From Toronto to New Delhi, fact-checkers find reinforcements

The Duke Reporters’ Lab is adding seven fact-checkers from three continents to our global database. That puts our ongoing count of reporting projects that regularly debunk political misinformation and viral hoaxes close to 200.

With this month’s additions, the Lab’s database now counts 195 projects in 62 countries, including every project the International Fact-Checking Network has verified as signatories of its code of principles.

One new addition uses a name that’s inspired many others in the fact-checking community: the polygraph machine, also known as the lie detector. DELFI’s Melo Detektorius (“Lie Detector”) launched last November. It’s the fact-checker for the Lithuanian outlet of a commercial media company that operates digital news channels in the Baltic states and across Eastern Europe.

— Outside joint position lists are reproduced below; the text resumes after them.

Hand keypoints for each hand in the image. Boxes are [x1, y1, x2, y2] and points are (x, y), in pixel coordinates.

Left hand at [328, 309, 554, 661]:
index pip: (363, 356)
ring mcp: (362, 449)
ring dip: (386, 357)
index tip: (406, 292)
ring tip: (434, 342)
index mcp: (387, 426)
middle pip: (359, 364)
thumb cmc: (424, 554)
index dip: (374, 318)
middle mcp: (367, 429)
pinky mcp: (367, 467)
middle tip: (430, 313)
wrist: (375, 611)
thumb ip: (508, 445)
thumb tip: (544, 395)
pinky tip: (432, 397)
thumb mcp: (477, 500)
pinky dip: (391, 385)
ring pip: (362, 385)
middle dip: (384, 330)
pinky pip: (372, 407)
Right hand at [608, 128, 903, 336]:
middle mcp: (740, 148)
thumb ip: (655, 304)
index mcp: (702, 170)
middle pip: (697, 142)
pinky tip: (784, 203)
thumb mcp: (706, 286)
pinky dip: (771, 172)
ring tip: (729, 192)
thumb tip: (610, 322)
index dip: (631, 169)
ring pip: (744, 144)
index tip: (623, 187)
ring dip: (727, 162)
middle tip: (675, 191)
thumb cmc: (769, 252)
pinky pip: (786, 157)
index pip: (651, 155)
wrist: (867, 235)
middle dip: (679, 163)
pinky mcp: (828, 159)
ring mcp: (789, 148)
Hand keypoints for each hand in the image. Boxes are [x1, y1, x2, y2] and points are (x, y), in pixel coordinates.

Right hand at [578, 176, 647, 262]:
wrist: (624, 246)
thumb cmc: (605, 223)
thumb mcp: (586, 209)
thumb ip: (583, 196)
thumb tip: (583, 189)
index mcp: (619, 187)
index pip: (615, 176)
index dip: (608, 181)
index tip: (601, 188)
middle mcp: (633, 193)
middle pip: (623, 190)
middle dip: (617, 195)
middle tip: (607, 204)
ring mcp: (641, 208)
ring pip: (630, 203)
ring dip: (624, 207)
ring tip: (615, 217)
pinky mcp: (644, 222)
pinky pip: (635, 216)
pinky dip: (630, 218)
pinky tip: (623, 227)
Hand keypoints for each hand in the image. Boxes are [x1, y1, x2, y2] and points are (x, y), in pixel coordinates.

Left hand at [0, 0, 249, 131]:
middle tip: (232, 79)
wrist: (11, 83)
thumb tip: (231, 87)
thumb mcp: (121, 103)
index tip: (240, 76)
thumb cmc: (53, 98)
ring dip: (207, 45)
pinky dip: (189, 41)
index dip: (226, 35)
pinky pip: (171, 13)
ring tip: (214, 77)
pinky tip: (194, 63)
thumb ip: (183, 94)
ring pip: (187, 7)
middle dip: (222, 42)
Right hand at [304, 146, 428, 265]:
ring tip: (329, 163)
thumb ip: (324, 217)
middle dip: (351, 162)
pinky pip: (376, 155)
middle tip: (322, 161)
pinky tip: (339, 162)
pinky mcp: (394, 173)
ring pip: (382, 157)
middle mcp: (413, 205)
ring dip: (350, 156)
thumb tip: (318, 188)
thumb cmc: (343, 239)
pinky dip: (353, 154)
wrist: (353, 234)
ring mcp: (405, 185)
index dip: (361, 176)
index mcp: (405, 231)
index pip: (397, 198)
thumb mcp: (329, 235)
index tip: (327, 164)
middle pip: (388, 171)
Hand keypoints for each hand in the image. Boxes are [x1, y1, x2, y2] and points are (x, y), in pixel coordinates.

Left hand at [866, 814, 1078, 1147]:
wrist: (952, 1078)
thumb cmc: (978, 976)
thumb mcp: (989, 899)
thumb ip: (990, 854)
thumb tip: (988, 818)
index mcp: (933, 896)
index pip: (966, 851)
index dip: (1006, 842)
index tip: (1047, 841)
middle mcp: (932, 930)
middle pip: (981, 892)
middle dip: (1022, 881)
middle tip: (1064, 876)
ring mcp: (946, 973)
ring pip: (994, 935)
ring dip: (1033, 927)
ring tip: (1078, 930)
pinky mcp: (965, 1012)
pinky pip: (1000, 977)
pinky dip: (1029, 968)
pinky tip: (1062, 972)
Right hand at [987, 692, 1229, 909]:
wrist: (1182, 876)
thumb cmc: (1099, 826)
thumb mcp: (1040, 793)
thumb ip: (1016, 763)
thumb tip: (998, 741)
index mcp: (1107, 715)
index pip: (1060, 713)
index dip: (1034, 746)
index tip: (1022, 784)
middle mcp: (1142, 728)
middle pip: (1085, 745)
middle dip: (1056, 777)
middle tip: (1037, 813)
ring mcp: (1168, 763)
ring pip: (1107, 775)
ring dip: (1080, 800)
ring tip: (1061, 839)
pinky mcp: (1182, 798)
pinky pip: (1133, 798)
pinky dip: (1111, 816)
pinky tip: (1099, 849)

Many others have used variations of the name before, including the Columbian news site La Silla Vacía’s Detector de Mentiras and the Danish Broadcasting Corporation’s weekly political fact-checking TV program Detektor. There are versions of polygraph too, such as Polígrafo in Portugal and El Poligrafo, a fact-checker for the print edition of the Chilean newspaper El Mercurio. At least three inactive entries in our database used similar names.

The fact-checkers at Spondeo Media in Mexico City avoided the wording, but apparently liked the idea. Instead, they deploy a cartoon polygraph machine with emoji-like facial expressions to rate the accuracy of statements.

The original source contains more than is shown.